The one thing I needed recently from FPDF that it didn't offer was the ability to add an image from a in-memory data blob (the FPDF Image method reads from a file). Making FPDF read a memory stream was a fun bit of Ruby meta-style hackery, which I offer here for streaming images into your PDFs and also as a neat example of how you can usefully and easily change a module's behavior without touching its source code.
The basic plan:
- Since FPDF wants to open a file, and I have a String, StringIO is my friend, since it's very file like.
- Since StringIO doesn't have file metadata, like a filename, and FPDF looks at the filename to decide how to parse the data, I'm gonna need to make StringIO seem like it has metadata.
- Since FPDF uses only the raw Kernel.open, it's looking so a file path.

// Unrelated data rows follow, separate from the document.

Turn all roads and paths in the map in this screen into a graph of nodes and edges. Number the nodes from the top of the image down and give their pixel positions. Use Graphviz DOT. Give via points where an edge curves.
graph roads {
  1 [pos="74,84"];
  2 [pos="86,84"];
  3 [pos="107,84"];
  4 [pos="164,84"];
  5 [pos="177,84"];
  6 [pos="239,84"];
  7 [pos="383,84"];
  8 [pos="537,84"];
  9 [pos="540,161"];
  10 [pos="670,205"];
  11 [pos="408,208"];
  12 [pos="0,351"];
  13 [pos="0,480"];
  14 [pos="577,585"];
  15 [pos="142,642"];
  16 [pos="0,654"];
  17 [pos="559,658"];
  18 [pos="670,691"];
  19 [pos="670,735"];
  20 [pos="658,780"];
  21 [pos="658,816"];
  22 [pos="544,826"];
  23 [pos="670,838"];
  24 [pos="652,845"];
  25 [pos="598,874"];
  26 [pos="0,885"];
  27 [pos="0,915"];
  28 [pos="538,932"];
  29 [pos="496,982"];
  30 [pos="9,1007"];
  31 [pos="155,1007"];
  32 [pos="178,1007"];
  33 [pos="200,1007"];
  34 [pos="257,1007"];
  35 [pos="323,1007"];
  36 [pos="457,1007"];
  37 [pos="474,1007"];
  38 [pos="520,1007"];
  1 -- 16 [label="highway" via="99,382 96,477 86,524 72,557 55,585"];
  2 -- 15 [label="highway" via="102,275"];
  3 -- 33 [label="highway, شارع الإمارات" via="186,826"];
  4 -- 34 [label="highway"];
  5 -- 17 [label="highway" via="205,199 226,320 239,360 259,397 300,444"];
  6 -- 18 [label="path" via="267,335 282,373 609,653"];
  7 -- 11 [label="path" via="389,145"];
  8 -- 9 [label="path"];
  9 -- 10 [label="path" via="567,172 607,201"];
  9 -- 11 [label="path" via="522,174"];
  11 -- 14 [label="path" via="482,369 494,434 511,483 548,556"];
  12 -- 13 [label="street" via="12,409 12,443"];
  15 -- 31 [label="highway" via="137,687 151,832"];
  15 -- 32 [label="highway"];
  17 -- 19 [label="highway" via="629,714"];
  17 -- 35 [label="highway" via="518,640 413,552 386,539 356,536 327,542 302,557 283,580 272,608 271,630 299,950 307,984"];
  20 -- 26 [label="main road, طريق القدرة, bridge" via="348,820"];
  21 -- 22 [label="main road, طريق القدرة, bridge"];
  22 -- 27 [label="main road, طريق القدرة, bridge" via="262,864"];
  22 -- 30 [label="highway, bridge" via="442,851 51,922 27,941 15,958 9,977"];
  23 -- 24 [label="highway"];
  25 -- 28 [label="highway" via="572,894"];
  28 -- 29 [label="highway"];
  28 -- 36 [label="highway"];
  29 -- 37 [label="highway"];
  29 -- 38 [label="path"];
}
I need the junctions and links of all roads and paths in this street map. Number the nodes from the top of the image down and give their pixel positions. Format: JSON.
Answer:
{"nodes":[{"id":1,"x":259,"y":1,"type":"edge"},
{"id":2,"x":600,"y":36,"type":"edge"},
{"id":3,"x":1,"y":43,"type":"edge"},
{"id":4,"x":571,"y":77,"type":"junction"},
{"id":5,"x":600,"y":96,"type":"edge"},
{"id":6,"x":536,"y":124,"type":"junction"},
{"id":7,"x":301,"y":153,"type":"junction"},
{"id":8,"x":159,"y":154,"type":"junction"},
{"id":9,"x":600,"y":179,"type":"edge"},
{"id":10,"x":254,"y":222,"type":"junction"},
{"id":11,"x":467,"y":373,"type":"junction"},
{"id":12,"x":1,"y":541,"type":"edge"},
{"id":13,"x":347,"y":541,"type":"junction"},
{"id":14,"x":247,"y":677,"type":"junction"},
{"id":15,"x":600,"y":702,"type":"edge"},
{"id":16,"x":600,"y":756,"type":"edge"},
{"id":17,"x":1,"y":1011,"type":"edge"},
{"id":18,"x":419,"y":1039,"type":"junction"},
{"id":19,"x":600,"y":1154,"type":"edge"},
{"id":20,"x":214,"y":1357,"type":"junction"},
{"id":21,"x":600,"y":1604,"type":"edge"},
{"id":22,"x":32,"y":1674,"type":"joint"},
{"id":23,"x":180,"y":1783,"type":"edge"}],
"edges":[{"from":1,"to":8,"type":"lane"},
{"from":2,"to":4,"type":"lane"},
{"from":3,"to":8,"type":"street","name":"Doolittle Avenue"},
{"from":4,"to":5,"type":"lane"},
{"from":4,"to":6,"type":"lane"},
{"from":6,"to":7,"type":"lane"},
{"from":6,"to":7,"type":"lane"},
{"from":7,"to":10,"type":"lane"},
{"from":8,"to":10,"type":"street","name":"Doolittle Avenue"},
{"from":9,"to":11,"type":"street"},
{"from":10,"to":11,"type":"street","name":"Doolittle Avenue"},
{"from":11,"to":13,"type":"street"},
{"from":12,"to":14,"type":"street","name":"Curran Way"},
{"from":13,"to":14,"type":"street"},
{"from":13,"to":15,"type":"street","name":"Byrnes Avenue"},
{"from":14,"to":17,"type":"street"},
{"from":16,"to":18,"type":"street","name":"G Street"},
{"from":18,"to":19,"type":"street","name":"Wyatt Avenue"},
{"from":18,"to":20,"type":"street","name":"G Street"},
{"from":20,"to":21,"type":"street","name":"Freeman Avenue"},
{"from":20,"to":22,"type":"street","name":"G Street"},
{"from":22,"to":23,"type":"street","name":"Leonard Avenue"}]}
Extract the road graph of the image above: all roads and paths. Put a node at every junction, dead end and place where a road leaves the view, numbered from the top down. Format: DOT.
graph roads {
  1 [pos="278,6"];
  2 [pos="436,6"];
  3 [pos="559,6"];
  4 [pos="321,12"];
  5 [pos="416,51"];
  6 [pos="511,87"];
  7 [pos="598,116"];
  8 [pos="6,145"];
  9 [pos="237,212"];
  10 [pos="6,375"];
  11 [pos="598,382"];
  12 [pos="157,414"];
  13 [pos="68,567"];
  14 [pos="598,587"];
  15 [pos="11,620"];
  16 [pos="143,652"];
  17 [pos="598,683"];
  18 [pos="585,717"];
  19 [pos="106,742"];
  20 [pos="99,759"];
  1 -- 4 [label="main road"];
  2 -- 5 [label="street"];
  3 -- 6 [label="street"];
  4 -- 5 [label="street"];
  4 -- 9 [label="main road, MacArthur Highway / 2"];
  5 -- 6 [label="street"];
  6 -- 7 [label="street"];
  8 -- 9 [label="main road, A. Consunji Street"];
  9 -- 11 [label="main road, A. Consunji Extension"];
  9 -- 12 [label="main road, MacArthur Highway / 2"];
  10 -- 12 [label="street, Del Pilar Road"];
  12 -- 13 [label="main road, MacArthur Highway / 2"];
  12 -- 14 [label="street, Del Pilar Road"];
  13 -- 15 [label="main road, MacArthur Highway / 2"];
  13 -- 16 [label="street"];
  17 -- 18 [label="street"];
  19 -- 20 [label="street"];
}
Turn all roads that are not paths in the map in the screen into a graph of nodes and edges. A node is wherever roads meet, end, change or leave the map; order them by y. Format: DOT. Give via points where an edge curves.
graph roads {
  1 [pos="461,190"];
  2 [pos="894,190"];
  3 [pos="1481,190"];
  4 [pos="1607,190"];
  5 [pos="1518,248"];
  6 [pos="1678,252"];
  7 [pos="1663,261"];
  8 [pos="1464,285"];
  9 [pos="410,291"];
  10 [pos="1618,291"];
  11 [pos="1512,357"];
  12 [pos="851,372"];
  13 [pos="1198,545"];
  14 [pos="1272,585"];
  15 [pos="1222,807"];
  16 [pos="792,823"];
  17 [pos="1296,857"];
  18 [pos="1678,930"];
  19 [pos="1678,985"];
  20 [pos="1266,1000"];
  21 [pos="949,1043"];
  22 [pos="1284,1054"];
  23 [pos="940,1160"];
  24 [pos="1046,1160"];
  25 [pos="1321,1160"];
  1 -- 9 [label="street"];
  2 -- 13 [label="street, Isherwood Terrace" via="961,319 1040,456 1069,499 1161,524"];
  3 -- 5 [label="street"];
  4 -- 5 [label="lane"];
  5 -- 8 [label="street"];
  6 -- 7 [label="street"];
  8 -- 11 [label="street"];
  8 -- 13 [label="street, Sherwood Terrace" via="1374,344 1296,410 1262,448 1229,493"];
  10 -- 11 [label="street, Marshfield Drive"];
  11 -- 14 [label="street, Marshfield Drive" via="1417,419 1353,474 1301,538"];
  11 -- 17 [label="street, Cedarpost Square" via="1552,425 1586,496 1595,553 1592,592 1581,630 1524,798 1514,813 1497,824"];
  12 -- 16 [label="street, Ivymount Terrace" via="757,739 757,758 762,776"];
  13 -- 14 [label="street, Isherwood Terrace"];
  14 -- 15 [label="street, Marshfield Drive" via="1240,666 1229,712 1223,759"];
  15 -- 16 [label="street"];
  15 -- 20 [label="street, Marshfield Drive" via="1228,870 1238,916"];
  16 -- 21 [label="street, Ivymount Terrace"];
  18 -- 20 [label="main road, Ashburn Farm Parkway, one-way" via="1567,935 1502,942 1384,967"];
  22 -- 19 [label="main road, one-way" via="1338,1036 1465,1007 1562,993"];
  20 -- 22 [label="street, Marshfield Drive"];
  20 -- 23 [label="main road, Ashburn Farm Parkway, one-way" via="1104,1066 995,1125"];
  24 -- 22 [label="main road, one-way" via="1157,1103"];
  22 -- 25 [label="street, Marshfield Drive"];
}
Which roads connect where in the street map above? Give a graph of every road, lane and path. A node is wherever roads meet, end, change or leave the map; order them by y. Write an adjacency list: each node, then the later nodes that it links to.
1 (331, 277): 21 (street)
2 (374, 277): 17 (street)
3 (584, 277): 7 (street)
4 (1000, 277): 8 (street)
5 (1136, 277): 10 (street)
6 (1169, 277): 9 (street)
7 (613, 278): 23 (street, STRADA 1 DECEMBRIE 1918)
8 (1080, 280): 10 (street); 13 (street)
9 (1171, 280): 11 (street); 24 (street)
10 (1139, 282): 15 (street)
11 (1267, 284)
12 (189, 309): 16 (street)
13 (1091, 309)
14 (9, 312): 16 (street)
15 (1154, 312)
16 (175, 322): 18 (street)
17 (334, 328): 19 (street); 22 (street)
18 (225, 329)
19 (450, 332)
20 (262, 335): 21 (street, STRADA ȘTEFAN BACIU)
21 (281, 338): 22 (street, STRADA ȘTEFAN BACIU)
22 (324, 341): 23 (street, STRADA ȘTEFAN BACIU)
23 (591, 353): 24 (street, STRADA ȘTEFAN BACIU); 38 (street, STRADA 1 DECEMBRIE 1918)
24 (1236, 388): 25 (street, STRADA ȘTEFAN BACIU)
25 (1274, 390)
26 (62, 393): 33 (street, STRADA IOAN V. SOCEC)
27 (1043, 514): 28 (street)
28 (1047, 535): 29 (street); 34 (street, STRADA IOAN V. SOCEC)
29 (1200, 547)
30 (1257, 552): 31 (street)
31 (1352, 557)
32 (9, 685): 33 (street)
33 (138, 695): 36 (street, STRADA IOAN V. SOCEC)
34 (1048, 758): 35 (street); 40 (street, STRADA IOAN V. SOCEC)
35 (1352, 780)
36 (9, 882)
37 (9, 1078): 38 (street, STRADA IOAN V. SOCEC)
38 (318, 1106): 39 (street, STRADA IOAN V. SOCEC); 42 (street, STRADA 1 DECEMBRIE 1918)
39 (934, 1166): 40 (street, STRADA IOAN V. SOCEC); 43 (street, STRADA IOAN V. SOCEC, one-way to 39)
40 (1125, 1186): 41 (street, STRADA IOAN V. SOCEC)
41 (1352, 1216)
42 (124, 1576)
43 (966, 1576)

I need to make it a little more cosmopolitan by giving it the Kernel.open in open-uri, which among other things calls open on openable objects. Like StringIO.
- Lastly, since StringIO.open behaves like "new," and I want to pass an object to open that already exists, I need to change the way open behaves.
First, let's make FPDF use the enhanced 'open':
FPDF.module_eval { require 'open-uri' }
Now, we'll define a function that takes a String of binary data and a pretend filename, and produces a hacked StringIO object (description of what's going in is in the comments):
def in_memory_file data, filename
#load up some data
file = StringIO.new(data)
#tell the class that it knows about a "name" property,
#and assign the filename to it
file.class.class_eval { attr_accessor :name }
file.name = filename
#FPDF uses the rindex and [] funtions on the "filename",
#so we'll make our in-memory file object act like a filename
#with respect to these functions:
def file.rindex arg
name.rindex arg
end
#this same pattern could be used to add other metadata
#to the file (e.g., creation time)
def file.[] arg
name[arg]
end
#change open so that it follows the formal behavior
#of the original (call a block with data, return
#the file-like object, etc.) but alter it so that
#it doesn't create a new instance and can be
#called multiple times (rewind)
def file.open(*mode, &block)
self.rewind
block.call(self) if block
return self
end
return file
end
In this case, I had the FPDF source so I could see exactly what I needed to do. With Ruby, I'm likely to have the source pretty much all the time (unless the classes are pre-compiled to target another VM, e.g. CLR). But an interesting next step is to add hooks/instrumentation to a "black box" library, and use that output to try and make adjustments to the behavior of the library.